[MATERIAL PROVIDED]

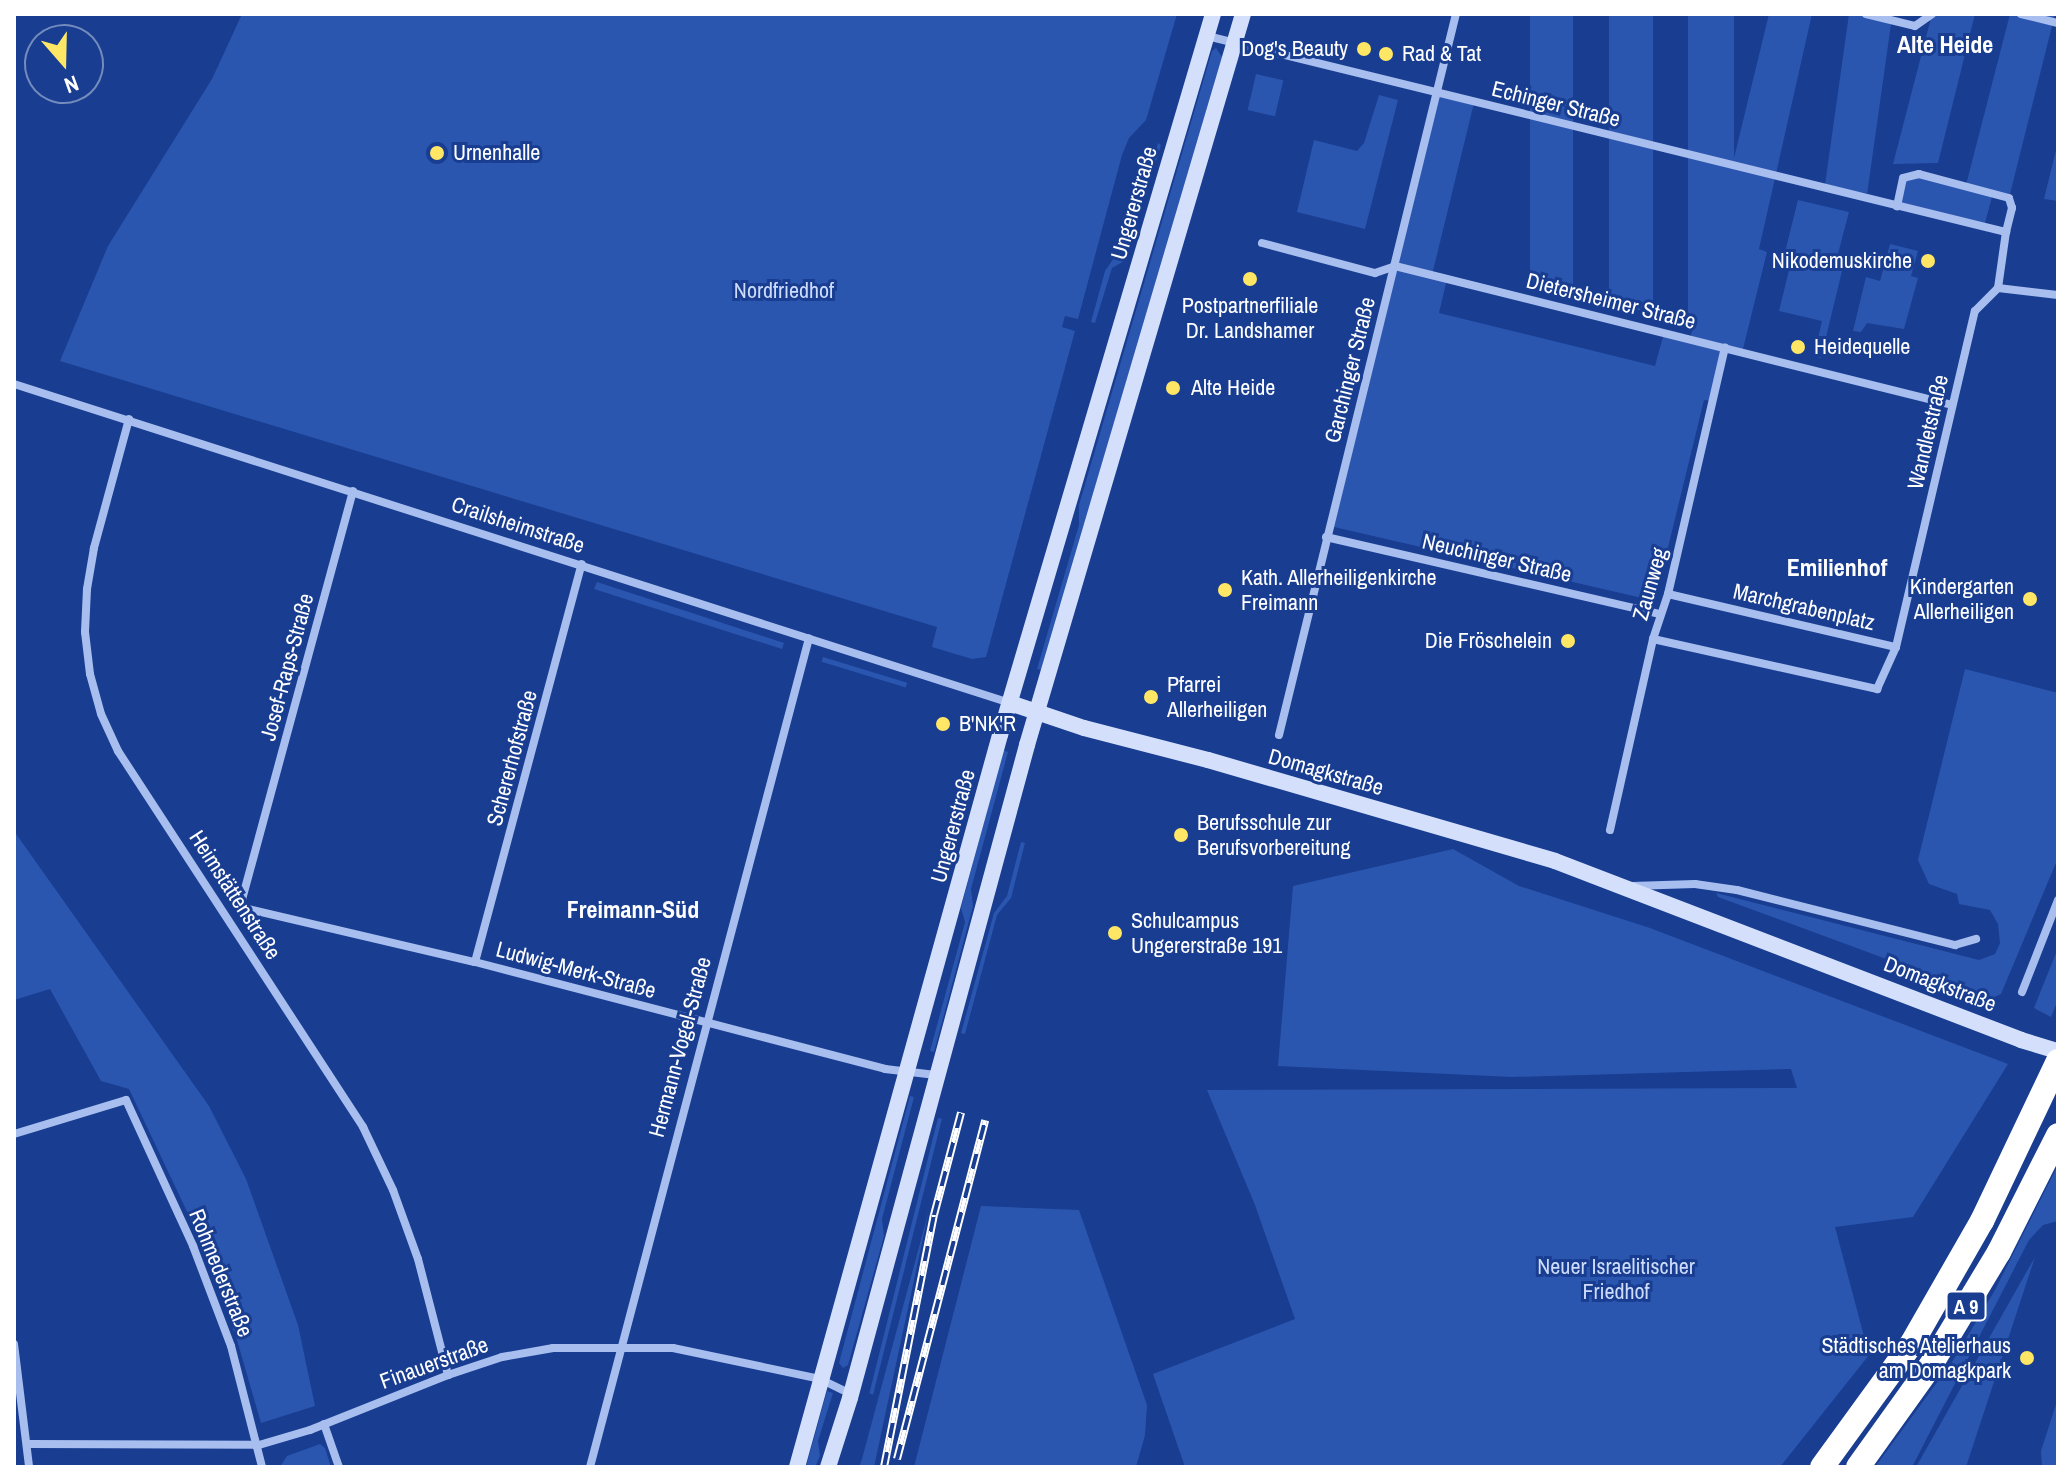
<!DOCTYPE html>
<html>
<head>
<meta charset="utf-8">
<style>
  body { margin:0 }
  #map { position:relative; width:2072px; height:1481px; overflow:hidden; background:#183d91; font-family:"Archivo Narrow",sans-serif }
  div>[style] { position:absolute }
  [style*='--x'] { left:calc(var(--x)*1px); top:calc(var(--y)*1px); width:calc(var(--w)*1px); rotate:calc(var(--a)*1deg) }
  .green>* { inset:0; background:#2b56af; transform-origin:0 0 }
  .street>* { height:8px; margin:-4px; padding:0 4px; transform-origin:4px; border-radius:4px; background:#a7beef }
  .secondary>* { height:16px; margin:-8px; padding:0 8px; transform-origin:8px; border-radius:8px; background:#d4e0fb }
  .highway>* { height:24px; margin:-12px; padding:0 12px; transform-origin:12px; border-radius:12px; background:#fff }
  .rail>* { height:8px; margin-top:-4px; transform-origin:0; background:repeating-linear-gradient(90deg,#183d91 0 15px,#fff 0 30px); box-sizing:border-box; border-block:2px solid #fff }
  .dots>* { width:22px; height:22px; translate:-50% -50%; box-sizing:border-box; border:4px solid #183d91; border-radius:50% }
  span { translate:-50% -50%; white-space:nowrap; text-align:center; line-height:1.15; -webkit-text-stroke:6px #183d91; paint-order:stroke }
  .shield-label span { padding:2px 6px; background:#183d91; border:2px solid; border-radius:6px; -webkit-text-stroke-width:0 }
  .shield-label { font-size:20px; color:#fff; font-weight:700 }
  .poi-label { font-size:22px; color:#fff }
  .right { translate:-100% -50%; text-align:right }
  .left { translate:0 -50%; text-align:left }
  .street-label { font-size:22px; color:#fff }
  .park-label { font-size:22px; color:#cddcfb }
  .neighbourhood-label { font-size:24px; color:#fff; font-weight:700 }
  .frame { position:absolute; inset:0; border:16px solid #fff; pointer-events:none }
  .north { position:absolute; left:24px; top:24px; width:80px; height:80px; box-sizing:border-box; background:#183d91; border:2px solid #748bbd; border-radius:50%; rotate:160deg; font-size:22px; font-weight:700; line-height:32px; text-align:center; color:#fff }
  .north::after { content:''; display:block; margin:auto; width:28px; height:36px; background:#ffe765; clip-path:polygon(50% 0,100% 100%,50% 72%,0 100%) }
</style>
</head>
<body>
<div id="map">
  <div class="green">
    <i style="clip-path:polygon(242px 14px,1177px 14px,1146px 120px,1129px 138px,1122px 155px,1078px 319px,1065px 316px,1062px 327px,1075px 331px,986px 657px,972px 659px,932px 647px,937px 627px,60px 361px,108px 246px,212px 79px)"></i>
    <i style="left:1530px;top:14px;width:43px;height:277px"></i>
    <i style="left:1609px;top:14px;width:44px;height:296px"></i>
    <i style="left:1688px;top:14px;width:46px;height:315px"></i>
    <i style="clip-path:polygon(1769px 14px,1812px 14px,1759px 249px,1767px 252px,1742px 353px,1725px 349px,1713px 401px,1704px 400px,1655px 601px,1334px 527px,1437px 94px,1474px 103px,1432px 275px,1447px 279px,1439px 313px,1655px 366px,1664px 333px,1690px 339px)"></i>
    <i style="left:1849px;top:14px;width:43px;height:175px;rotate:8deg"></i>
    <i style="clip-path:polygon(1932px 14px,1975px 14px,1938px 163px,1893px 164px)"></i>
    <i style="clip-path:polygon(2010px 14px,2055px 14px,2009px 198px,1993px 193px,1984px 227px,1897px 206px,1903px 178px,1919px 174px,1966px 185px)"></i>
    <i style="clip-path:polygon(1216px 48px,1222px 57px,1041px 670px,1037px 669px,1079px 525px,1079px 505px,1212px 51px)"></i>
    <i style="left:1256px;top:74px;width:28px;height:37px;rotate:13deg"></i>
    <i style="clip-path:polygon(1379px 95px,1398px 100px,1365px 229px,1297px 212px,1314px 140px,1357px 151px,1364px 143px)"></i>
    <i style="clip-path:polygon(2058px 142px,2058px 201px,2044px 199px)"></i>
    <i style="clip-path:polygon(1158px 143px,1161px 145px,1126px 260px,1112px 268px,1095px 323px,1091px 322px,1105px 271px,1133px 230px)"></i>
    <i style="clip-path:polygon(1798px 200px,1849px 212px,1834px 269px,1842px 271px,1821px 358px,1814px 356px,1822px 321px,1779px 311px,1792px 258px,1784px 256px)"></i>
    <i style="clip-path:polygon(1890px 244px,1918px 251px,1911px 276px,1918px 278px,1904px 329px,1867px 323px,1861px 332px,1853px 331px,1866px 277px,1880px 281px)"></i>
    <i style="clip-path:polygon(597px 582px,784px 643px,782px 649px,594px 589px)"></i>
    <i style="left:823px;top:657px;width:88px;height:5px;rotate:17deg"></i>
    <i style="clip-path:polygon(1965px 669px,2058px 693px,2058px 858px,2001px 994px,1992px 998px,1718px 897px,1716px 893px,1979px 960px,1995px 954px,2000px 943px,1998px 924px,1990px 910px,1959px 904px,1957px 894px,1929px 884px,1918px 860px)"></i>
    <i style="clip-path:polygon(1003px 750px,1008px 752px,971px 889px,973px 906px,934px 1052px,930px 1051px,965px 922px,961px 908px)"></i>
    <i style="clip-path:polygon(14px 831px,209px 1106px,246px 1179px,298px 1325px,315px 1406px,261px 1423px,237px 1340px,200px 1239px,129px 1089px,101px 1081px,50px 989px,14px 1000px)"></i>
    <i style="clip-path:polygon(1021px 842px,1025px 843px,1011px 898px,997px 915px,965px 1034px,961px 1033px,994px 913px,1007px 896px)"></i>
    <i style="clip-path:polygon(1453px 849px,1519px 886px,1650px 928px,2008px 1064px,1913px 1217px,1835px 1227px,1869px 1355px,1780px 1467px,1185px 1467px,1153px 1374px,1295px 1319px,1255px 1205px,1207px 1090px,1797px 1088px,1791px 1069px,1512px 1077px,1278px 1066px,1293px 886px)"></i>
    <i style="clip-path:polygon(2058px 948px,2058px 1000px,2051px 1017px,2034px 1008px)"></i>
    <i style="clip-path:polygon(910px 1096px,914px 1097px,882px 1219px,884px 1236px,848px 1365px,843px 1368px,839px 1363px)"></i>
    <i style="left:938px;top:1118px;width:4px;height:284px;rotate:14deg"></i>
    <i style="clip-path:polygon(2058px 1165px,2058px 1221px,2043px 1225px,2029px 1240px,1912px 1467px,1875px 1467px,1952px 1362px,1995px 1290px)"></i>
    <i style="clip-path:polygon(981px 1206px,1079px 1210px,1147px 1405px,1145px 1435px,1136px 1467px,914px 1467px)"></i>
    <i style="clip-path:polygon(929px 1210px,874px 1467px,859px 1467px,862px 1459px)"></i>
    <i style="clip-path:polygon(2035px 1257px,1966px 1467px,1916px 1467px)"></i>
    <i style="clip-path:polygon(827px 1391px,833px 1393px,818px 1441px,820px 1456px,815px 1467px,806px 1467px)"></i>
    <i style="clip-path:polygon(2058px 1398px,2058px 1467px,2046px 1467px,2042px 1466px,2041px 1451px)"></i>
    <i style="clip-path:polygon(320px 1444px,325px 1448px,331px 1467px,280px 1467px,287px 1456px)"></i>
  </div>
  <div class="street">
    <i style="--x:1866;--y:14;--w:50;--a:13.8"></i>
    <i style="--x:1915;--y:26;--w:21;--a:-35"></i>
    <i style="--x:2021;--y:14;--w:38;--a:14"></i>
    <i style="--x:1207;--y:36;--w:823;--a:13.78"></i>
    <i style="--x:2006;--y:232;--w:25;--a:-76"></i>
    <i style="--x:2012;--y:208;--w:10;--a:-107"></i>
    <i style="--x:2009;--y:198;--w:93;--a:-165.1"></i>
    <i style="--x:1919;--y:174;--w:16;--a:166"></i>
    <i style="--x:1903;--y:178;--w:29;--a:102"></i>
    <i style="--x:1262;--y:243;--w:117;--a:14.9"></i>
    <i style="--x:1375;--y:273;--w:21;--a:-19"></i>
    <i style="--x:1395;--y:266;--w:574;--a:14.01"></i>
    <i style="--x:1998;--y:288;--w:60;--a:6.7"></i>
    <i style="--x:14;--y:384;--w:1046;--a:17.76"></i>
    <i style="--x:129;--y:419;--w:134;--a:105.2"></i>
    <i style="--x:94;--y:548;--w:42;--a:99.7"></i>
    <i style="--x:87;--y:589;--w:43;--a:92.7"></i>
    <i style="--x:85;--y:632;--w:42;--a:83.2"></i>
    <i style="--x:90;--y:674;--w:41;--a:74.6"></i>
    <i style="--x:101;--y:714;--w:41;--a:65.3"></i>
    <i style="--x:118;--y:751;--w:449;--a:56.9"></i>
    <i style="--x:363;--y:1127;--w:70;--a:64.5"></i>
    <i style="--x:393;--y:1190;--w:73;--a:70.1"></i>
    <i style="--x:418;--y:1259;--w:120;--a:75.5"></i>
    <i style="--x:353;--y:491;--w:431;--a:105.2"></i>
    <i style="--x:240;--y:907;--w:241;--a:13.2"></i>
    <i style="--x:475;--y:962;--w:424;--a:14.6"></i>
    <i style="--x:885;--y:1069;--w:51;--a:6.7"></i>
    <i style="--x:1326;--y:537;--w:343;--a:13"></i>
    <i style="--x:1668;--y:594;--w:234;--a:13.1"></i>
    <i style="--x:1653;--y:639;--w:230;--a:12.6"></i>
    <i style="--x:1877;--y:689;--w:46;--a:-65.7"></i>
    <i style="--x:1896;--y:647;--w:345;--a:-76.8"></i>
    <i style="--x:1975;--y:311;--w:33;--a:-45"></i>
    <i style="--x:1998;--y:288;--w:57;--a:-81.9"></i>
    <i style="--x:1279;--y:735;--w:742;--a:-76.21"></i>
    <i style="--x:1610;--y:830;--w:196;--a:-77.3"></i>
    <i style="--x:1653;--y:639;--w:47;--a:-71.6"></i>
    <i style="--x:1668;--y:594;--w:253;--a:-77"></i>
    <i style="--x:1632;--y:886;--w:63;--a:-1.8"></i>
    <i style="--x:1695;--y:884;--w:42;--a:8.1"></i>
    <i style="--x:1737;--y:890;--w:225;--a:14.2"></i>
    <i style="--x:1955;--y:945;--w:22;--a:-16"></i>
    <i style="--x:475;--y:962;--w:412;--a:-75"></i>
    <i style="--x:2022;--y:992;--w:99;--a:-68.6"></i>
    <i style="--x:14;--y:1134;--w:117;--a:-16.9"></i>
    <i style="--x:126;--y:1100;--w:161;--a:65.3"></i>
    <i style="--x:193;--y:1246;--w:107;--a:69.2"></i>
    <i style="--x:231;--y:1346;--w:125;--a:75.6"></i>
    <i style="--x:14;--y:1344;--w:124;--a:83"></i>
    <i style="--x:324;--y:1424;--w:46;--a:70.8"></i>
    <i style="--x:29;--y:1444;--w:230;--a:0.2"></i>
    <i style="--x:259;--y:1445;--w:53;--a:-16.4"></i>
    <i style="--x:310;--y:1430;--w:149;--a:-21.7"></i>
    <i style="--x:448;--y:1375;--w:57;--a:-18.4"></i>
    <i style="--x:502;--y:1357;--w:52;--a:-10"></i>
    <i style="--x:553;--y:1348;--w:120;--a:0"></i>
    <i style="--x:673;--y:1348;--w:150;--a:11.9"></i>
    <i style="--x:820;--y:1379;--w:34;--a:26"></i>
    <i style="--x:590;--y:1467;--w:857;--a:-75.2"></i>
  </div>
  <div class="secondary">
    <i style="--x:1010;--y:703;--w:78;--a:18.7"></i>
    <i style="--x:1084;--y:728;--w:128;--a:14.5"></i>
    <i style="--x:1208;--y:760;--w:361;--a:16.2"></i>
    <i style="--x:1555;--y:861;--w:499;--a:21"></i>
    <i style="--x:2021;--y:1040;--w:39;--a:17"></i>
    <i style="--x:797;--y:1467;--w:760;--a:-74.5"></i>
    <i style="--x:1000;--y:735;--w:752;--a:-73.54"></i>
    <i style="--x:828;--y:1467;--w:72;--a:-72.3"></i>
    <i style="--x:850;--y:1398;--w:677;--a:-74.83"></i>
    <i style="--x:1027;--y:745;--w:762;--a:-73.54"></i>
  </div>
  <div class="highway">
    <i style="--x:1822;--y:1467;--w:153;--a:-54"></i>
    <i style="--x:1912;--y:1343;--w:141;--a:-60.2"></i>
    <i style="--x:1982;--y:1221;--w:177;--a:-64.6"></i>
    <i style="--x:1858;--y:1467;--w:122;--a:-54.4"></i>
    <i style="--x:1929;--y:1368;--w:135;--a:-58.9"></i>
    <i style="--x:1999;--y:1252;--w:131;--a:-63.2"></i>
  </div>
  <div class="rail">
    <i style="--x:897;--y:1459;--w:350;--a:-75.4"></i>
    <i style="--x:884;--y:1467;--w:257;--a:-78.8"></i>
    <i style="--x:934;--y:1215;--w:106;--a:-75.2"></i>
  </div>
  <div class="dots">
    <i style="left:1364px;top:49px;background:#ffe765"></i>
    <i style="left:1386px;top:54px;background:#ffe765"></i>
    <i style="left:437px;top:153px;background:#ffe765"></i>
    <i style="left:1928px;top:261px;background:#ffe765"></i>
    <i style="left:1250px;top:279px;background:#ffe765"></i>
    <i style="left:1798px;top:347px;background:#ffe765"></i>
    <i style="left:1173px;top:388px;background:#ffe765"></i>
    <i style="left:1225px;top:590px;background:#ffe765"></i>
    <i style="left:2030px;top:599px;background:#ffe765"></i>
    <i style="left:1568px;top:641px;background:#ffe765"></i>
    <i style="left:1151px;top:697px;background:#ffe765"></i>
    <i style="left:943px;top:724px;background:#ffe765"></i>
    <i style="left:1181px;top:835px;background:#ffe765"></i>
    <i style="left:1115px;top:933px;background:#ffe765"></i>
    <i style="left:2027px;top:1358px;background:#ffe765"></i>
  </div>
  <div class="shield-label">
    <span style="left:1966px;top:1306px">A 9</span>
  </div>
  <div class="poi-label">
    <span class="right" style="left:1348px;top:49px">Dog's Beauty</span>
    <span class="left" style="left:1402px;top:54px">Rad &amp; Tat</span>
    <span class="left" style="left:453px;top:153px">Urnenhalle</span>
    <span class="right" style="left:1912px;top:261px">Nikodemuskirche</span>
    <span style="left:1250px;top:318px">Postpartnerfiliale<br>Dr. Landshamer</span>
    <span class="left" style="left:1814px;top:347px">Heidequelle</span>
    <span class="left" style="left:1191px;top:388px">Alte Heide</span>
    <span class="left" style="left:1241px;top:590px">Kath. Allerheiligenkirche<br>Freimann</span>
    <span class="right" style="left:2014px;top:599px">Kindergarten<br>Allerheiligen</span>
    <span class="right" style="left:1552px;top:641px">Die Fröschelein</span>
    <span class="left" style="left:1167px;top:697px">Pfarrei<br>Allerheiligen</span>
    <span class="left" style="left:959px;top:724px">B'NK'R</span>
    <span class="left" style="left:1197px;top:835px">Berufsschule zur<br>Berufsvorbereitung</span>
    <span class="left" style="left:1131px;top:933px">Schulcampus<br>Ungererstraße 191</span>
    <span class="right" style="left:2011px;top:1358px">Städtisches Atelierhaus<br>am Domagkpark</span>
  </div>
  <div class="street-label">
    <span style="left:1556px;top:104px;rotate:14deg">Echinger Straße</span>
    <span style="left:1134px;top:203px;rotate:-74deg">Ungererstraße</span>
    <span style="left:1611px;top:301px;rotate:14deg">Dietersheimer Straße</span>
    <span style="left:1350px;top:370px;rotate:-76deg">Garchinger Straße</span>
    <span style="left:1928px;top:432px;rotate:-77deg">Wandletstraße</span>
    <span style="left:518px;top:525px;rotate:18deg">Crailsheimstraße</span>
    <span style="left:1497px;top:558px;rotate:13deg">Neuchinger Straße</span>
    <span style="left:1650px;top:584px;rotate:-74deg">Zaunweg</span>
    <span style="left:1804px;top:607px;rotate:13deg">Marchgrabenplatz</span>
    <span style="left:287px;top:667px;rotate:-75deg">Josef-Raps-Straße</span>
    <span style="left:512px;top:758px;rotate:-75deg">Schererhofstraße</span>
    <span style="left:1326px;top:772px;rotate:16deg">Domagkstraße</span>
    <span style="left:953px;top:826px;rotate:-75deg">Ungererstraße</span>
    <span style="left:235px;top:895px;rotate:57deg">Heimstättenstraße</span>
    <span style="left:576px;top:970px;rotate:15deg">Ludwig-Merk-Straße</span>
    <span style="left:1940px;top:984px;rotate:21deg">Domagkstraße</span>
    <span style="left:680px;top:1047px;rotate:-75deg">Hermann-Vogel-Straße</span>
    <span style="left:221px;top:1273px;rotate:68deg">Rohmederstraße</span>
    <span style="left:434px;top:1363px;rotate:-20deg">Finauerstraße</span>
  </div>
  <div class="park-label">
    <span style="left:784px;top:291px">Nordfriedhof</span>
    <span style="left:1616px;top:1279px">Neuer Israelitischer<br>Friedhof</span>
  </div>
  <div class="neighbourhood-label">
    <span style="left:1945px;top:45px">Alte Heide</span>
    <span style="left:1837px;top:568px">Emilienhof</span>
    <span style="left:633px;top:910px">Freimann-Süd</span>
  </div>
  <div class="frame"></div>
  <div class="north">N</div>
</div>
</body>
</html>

[/MATERIAL PROVIDED]

ASSIGNMENT:
Whenever the word "weight" shows up in a line of the entries, copy that line.

ANSWER BOX:
  .shield-label { font-size:20px; color:#fff; font-weight:700 }
  .neighbourhood-label { font-size:24px; color:#fff; font-weight:700 }
  .north { position:absolute; left:24px; top:24px; width:80px; height:80px; box-sizing:border-box; background:#183d91; border:2px solid #748bbd; border-radius:50%; rotate:160deg; font-size:22px; font-weight:700; line-height:32px; text-align:center; color:#fff }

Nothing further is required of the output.